Análise bioinformática da regulação de alvos gênicos do miR-146a-5p em tecido adiposo de mulheres sob influência do exercício
Por Liliane Ribeiro Vasconcelos (Autor), Pedro Felipe Rodrigues Souza (Autor), Paula Paccielli Freire Barguil (Autor), Ivan Luís Padilha Bonfante (Autor), Carolina Panzarin (Autor), Adriana de Souza Torsoni (Autor), Mara Patrícia Traina Chacon-Mikahil (Autor), Cláudia Regina Cavaglieri (Autor).

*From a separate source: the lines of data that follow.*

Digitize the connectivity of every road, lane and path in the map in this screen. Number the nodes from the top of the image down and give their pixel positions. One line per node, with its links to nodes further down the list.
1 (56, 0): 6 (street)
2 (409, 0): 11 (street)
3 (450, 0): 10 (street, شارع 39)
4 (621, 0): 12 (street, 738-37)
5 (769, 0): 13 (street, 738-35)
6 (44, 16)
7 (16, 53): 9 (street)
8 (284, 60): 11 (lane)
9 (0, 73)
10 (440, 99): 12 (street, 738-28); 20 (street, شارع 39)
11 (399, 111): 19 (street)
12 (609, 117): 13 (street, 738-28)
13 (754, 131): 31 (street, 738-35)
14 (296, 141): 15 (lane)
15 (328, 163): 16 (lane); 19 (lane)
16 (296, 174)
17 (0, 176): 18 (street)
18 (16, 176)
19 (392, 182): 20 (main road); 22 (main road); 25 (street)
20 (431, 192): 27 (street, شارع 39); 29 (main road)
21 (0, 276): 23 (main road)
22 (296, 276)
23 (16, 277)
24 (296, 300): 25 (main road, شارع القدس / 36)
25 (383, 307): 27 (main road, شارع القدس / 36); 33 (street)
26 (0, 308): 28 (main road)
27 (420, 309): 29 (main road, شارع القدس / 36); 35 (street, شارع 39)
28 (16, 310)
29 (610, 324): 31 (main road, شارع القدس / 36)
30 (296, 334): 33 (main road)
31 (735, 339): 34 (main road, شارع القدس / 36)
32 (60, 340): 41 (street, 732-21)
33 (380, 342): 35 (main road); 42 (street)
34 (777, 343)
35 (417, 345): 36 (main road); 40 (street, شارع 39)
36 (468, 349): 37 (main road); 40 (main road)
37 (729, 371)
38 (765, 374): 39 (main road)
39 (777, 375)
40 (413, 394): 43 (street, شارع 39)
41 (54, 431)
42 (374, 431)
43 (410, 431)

Em XV Congresso Brasileiro de Atividade Física e Saúde - CBAFS
Resumo
O remodelamento do tecido adiposo na pós-menopausa pode levar à inflamação subclínica. O miR-146a-5p suprime genes de vias inflamatórias, enquanto o exercício físico exerce efeito anti-inflamatório e influencia a biogênese de miRNAs. Avaliar essa inter-relação é fundamental para identificar possíveis alvos terapêuticos após a menopausa.OBJETIVO: Identificar redes moleculares entre o miR-146a-5p e genes-alvo e investigar vias de interação com os genes TLR4, IRAK1, TRAF6 e NFKB1 no tecido adiposo subcutâneo de mulheres sob a influência do exercício. METODOLOGIA: Realizaram-se buscas por datasets associados com contextos relevantes ao estudo para identificar perfis de Genes Diferencialmente Expressos (DEGs) associados ao miR-146a-5p, na plataforma GEO (NCBI). Os genes em comum em cada grupo foram selecionados e submetidos à análise de enriquecimento de vias através da ferramenta online EnrichR. Os dados gerados foram revisados por meio da plataforma REVIGO para eliminar vias redundantes e agrupar vias relacionadas em categorias representativas ou vias principais. Foi utilizado um enriquecimento dos genes de interesse para identificar vias biológicas das quais eles participam, com o mesmo critério do GEO. A análise estatística utilizou os cutoffs de 1 e -1 (up e down regulated) de LogFC e um pvalue <0,05.RESULTADOS: Observou-se maior número de DEGs nos grupos submetidos ao exercício agudo (GSE43471) em relação aos de exercício crônico (GSE198922): 242 DEGs no grupo imediatamente pós-exercício e 188 no grupo 3h pós-exercício, com ampla interseção entre eles. Nas intervenções crônicas, identificaram-se 25 DEGs no grupo sem dieta e 21 no grupo com intervenção dietética. Os genes encontrados estavam conectados às vias de "Resposta inflamatória", "Resposta ao lipídio" e "Regulação positiva do NF-kB".CONCLUSÃO: O estudo destacou a rede de interação do miR-146a-5p com os genes-chave deste estudo (IRAK1, NFKB1, TLR4 e TRAF6), além da conexão deste com outros 15 miRNAs que também modulam a expressão desses genes.